Physicochemical characterization of NPC 1161C, a novel antimalarial 8-aminoquinoline, in solution and solid state.

NPC 1161C is a novel antimalarial drug of interest because of its superior curative and prophylactic activity, and favorable toxicity profile against in vivo and in vitro models of malaria, pneumocystis carinii pneumonia, and leishmaniasis. The preformulation studies performed included determination of pK(a)s, aqueous and pH solubility, cosolvent solubility, log P, pH stability, thermal analysis, and preliminary hygroscopicity studies. The mean pK(a1), pK(a2), and pK(a3) were determined to be 10.12, 4.07, and 1.88, respectively.
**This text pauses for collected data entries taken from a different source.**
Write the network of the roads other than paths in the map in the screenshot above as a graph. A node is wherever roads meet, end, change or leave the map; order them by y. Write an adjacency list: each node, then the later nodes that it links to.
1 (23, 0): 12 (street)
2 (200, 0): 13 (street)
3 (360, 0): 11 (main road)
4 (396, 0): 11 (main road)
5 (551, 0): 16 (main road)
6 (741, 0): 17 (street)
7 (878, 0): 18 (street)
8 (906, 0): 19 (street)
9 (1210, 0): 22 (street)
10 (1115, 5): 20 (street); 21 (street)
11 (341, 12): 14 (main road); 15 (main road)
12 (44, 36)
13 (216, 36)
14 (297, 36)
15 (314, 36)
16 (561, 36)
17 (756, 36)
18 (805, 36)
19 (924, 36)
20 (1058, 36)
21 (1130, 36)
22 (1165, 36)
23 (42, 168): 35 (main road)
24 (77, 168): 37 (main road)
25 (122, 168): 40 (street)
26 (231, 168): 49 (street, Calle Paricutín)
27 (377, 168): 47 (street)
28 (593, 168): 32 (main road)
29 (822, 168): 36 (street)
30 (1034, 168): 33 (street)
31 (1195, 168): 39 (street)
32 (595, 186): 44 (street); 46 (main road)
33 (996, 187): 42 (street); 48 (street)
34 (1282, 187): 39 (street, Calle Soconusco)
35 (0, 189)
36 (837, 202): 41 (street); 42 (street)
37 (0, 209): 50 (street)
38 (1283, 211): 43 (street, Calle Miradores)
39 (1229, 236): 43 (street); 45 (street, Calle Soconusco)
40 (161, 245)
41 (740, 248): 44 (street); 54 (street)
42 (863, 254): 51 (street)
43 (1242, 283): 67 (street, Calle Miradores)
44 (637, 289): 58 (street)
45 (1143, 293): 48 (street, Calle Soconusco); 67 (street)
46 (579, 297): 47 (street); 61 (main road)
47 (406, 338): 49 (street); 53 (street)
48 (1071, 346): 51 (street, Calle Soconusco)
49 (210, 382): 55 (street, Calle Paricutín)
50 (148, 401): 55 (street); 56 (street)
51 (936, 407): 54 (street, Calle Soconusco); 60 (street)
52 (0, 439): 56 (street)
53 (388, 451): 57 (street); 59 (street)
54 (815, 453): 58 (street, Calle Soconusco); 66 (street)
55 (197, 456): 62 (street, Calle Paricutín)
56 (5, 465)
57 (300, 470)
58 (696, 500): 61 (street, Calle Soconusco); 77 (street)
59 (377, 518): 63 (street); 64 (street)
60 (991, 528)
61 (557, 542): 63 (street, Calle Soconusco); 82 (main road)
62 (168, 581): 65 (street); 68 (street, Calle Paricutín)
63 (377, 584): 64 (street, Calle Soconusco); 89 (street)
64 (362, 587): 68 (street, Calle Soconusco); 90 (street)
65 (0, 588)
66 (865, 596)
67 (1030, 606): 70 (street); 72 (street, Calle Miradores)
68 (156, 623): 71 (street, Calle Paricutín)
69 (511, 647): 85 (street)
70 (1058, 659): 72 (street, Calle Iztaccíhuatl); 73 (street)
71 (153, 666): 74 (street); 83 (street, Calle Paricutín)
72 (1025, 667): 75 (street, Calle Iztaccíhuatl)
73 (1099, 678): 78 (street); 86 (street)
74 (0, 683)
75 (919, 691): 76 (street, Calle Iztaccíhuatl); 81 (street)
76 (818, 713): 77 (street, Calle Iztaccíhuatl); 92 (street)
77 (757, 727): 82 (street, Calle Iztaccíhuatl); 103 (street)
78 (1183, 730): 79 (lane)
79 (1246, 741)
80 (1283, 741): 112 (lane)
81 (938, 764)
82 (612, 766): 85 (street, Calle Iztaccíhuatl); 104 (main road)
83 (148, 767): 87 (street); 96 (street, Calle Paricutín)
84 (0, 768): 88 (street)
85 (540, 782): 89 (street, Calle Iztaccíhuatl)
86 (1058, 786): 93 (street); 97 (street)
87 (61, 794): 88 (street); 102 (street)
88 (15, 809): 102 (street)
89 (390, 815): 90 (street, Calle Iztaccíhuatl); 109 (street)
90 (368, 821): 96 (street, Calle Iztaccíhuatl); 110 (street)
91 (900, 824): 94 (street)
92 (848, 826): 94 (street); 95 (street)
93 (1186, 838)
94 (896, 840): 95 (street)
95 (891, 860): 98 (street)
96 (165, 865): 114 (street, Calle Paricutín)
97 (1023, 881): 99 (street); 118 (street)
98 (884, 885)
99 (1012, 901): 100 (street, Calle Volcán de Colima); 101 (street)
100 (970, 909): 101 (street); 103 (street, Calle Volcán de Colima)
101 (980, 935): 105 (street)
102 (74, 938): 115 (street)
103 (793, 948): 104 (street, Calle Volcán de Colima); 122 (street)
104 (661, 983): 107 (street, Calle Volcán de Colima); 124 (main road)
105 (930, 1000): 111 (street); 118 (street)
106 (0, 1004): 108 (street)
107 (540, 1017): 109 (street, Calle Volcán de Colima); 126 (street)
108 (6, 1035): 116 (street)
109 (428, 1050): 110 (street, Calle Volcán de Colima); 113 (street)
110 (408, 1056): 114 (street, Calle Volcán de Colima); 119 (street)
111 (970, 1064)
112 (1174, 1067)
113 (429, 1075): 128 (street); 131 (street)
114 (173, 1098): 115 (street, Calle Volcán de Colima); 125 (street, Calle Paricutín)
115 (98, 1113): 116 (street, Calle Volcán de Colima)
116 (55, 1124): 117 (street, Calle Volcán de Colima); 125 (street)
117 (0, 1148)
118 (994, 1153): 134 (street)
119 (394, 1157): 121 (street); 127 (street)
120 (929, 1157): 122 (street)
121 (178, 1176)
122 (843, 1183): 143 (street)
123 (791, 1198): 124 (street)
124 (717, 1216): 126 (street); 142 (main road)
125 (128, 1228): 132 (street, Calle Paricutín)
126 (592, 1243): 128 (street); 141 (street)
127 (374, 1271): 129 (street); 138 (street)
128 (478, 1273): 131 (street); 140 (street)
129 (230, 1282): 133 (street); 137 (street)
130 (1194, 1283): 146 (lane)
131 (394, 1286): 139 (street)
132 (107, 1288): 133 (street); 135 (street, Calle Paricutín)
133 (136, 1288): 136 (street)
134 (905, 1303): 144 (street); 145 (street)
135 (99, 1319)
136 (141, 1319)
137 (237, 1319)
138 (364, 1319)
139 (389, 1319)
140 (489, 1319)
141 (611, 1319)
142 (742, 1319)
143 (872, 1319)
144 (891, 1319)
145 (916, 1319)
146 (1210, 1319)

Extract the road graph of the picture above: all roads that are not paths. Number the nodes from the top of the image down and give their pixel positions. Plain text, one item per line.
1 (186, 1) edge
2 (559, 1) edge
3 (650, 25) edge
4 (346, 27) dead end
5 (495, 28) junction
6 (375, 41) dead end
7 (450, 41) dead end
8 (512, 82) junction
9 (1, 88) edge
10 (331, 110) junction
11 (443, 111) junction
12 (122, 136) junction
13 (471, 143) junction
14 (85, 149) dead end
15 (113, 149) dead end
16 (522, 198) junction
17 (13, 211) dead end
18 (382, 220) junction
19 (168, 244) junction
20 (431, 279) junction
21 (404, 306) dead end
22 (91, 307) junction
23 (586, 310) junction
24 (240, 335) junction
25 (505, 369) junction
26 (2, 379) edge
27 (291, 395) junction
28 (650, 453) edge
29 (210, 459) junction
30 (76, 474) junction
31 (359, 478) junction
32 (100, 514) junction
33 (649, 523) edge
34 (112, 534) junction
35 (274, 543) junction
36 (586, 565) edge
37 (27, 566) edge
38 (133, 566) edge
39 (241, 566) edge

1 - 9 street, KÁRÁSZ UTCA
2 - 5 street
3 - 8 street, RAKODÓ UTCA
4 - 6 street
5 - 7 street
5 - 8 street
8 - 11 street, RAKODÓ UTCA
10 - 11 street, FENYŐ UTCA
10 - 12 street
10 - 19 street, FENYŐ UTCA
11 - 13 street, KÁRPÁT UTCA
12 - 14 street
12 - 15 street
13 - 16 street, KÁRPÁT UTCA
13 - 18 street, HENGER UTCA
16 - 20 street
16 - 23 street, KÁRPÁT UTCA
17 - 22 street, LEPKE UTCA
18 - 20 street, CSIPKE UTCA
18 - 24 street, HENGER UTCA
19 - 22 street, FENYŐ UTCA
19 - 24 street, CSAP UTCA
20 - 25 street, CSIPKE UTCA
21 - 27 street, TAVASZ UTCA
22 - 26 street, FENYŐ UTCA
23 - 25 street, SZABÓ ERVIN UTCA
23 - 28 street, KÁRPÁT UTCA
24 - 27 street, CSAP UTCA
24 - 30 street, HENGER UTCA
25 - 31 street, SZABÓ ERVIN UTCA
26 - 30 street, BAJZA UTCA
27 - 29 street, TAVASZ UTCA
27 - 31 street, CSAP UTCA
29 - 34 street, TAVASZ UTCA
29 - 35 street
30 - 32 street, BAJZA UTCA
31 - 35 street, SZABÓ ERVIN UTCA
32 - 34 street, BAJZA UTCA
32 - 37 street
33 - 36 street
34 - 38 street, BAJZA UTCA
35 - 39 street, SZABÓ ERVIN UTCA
The aqueous solubility was found to be 2.4×10(-4) M having a saturated solution pH of 4.3-5.0 and a low intrinsic solubility of 1.6×10(-6) M. A mathematical model of the pH-solubility profile was derived from pH 2.2 to 8.0. An exponential decrease in solubility was observed with increasing pH. The excess solid phase in equilibrium with the solution in aqueous buffers was determined to be the free-base form of the drug. A significant increase in solubility was observed with all the cosolvents studied, in both unbuffered and buffered systems. Mean log P of the salt and the free base were estimated to be 2.18 and 3.70, respectively. The compound had poor stability at pH 7.0 at 37 °C, with a t (90) of 3.58 days. Thermal analysis of the drug using DSC and TGA revealed that the drug is present as a semi-crystalline powder, which transformed into the amorphous state after melting. The drug was also found to sublime at higher temperatures. Determination of physicochemical properties of NPC 1161C provided useful information for the development of a dosage form and preclinical evaluation.